SESSION (I´d dive for your memory)

Berlin, 16. September 2009, 21.12 Uhr (CET, Central European Time)


If the cliff were any closer
If the water wasn´t so bad
I´d dive for your memory
On the rocks and sands

Tomasz drehte den Regler auf: comecomecomecomecomecome.

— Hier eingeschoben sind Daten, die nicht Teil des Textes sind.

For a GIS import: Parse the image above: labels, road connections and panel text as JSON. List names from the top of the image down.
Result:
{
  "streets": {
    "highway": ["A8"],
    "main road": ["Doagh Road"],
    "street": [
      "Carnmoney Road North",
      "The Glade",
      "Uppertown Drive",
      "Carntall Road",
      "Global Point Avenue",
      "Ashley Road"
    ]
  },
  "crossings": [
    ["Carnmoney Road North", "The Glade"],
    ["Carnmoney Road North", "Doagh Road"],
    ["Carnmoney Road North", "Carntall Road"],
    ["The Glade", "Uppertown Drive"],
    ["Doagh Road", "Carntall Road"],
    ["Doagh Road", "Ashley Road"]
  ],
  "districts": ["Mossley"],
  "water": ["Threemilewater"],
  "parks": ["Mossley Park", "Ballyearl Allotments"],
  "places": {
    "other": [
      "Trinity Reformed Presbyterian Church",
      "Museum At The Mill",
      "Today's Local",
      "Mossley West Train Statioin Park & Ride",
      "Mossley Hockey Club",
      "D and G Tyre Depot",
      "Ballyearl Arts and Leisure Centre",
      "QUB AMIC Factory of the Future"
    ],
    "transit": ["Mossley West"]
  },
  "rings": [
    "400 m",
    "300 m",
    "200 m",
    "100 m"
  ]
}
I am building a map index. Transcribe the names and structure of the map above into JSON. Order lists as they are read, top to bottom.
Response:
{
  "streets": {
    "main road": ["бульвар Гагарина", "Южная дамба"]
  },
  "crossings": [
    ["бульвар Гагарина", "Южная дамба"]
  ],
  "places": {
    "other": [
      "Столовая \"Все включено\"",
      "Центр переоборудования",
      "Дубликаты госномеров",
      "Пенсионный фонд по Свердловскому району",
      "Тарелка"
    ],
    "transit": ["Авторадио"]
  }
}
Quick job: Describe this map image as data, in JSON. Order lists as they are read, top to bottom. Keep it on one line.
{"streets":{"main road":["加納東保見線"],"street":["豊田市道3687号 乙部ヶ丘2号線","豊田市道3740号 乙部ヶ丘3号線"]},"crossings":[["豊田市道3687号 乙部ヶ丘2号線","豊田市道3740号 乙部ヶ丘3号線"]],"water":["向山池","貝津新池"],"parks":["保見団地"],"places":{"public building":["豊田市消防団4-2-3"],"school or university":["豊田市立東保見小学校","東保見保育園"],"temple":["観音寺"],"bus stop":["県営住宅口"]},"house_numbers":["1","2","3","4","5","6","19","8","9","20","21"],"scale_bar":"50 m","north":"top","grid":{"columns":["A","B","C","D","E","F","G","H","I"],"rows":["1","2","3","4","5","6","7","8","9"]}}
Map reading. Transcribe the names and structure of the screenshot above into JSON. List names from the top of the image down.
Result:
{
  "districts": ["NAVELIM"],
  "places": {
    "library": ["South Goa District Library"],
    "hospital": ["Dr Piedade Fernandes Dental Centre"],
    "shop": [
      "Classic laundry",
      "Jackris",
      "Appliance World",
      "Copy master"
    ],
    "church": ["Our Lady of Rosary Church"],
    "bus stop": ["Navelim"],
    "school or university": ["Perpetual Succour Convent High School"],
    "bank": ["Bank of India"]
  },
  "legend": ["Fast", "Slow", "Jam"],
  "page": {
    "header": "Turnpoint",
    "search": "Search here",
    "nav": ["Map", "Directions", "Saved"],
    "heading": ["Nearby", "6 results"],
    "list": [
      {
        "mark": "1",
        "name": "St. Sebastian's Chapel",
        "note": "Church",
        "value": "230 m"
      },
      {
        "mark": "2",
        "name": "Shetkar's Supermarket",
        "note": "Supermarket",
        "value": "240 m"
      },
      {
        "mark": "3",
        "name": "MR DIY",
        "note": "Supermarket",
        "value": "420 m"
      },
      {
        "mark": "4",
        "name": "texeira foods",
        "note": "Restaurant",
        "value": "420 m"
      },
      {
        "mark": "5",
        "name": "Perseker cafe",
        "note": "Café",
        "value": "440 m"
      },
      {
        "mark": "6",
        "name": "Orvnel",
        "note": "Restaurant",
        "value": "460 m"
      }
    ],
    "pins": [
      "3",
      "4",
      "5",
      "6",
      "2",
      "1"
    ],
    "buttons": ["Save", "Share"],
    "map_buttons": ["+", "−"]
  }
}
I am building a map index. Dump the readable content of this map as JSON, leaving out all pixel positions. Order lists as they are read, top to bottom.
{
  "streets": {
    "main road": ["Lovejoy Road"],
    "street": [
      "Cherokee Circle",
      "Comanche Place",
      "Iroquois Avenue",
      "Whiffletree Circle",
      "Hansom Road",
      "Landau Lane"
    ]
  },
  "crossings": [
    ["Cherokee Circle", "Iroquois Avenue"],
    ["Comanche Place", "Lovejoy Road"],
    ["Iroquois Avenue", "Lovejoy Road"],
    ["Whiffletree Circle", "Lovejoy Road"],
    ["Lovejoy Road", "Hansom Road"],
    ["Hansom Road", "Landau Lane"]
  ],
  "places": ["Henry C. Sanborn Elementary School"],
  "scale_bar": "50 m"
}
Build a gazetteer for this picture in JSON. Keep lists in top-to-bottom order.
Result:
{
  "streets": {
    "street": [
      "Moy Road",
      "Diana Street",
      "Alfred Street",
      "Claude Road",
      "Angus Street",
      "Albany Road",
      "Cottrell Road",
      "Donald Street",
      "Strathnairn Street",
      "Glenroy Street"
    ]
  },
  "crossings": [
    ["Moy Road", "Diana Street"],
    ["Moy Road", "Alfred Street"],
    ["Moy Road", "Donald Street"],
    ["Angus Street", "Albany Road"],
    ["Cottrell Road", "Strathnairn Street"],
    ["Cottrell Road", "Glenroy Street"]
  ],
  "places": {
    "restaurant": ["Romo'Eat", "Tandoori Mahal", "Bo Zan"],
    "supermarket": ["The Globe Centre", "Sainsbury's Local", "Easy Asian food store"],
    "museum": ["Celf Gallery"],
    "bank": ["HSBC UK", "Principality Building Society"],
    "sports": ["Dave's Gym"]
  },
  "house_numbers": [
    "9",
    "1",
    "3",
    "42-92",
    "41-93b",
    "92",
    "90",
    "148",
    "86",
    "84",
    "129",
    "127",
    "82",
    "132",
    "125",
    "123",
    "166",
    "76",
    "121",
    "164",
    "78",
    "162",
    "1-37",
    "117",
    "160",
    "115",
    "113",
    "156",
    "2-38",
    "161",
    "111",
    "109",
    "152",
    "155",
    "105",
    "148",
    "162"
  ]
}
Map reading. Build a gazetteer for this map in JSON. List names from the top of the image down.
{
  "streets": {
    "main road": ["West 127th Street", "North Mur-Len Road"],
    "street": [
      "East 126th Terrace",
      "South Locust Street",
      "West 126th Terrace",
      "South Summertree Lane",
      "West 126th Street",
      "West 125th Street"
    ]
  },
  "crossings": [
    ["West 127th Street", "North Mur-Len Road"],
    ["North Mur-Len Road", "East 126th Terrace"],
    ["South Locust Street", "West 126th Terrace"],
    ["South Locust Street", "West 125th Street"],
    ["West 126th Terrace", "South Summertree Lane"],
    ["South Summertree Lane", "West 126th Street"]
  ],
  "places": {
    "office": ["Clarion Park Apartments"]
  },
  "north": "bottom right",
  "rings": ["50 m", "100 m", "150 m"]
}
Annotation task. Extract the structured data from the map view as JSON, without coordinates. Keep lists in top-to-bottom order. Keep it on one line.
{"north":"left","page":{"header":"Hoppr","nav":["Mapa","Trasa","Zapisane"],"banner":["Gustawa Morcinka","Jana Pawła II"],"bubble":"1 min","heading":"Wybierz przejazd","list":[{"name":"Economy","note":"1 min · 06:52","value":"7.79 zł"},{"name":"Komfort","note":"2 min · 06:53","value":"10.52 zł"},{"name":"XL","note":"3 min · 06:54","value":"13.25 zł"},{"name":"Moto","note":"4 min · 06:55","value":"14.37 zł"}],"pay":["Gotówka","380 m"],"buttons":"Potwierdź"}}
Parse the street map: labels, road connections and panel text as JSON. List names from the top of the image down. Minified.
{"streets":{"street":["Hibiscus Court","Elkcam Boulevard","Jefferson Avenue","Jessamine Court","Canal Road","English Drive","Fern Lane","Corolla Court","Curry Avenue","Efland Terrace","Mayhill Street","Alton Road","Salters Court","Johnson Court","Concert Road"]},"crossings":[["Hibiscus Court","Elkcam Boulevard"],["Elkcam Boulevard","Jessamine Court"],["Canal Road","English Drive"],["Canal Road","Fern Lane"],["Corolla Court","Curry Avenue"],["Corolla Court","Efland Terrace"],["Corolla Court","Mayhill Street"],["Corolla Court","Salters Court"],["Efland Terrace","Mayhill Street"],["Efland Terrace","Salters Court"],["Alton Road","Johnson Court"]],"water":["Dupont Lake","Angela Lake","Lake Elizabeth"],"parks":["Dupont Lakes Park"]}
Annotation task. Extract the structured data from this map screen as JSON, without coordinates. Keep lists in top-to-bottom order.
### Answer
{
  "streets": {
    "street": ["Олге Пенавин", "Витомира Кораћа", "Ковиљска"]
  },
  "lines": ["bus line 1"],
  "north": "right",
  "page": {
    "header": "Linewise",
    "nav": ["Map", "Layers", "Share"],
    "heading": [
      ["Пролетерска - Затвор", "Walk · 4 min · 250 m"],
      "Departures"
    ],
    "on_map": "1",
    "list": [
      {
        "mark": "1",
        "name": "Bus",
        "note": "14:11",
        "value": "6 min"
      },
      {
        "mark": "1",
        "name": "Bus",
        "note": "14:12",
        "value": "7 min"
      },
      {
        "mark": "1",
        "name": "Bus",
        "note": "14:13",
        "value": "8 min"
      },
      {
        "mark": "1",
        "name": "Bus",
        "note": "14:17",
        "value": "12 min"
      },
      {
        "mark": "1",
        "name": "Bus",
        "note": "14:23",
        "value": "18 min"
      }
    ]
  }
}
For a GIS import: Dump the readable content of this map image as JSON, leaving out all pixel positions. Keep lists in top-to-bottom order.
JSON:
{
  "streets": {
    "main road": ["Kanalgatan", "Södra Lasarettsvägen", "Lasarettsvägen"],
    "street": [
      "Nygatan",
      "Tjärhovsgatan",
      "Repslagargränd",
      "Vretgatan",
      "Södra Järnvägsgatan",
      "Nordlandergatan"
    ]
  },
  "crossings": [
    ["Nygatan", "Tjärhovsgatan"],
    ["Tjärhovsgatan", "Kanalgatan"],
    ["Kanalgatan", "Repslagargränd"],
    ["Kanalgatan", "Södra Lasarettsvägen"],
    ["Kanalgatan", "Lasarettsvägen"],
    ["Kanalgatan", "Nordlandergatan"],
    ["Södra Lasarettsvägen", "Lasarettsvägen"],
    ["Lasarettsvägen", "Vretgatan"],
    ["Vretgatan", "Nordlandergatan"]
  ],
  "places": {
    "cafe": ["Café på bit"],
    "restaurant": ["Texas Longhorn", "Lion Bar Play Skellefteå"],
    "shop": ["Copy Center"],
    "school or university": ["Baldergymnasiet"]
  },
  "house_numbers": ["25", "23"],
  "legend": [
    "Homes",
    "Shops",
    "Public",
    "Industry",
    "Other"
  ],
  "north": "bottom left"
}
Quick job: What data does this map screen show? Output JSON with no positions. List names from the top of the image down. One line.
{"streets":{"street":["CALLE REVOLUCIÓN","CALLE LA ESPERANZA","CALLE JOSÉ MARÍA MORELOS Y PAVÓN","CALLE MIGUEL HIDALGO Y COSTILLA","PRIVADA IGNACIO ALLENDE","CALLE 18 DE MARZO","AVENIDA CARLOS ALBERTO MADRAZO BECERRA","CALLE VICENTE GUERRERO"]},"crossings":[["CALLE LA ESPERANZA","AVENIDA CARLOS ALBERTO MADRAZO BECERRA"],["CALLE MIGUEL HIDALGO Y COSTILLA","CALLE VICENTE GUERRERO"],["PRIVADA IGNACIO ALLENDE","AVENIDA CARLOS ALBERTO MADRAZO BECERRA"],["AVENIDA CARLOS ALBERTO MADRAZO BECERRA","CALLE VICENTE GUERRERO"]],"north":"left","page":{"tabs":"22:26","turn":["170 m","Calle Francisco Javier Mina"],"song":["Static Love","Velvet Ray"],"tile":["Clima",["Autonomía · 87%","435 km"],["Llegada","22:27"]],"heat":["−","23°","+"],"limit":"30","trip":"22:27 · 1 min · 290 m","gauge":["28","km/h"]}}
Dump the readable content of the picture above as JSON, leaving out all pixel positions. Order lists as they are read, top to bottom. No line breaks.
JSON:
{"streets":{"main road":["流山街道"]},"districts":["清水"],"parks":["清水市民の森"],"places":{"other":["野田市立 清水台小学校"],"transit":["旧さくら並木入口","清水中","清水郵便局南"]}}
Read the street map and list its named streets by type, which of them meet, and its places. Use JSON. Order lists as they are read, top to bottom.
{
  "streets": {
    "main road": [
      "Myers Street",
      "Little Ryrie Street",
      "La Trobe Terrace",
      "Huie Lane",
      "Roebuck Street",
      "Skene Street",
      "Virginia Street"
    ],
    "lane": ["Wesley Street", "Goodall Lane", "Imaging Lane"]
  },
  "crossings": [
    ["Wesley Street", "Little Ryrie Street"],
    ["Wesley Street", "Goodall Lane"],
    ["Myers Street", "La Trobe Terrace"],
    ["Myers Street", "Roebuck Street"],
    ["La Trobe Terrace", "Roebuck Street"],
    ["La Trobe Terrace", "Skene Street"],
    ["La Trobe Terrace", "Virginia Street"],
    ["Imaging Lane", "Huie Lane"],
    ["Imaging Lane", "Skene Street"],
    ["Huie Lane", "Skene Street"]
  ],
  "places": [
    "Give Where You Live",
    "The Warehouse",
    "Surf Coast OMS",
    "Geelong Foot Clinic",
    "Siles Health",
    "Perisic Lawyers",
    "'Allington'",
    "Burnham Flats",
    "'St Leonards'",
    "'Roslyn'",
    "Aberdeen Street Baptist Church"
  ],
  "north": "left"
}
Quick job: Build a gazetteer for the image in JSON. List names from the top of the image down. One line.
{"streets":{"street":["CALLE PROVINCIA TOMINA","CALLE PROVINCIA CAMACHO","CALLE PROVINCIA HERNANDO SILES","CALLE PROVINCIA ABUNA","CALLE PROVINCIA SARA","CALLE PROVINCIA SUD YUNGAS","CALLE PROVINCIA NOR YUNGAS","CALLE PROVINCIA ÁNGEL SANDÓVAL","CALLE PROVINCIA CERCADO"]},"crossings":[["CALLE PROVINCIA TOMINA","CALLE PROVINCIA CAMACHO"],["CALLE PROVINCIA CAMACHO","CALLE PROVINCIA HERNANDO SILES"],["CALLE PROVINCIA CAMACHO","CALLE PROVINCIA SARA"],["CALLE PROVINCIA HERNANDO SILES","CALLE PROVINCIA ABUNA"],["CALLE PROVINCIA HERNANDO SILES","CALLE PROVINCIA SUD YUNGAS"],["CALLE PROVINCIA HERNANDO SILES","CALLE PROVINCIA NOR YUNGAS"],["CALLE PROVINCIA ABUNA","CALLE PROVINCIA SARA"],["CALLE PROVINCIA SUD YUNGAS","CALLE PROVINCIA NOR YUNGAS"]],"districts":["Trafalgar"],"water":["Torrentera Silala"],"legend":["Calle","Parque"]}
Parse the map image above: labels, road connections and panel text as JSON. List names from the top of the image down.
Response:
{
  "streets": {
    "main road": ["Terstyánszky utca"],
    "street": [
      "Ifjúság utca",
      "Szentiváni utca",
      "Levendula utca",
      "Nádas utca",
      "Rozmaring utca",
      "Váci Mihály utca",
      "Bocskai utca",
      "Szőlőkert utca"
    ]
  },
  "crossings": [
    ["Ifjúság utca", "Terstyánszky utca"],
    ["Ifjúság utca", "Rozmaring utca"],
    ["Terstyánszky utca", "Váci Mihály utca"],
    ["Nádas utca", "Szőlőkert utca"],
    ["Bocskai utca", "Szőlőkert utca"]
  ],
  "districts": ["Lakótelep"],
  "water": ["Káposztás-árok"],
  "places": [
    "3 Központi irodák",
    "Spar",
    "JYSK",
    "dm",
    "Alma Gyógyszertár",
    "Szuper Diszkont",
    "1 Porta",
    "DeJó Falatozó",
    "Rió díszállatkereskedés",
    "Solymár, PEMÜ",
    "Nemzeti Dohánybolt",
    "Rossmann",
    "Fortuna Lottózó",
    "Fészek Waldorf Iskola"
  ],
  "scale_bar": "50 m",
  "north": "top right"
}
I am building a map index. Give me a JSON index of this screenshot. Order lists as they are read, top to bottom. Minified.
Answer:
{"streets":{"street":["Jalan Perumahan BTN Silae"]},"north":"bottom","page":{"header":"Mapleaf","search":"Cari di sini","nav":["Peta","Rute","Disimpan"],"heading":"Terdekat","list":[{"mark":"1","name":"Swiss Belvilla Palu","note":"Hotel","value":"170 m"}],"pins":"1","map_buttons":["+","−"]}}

Annies und Karims Stimmen, die sich antrieben, eins wurden, sind: sie kommen, sie fahren in einem Zug, WIR. Karim in TRAIN SPACE gelangt hinein in Annie, verschmilzt mit ihr, so wie er, wie Tomasz es ersehnt, begehrt, wenn er sie in vergewaltigender Umarmung gegen die Wand drängt, in sie stößt, wenn er sie keuchend auf der Liege begattet, so gierig, so gewalttätig, so hilflos, weil er nie ankommt, sie nie erreicht, weil sie, egal wie tief sich ihre Nägel in seinen Rücken graben, wie laut sie schreit, doch immer die bleibt, die er nicht findet, nicht kennt, nicht versteht, weil sie, wenn sie ihm verwundet in die Augen aufschaut, ihm so fremd ist, dass er sie schlagen möchte: Annie, Annie, Annie – wer bist du? Sie hebt die Hand, sie will seine Wange streicheln, sie sieht seinen Blick, sie senkt die Lider, sie verbirgt sich hinter den Wimpernschlägen. Annie. Fuck you.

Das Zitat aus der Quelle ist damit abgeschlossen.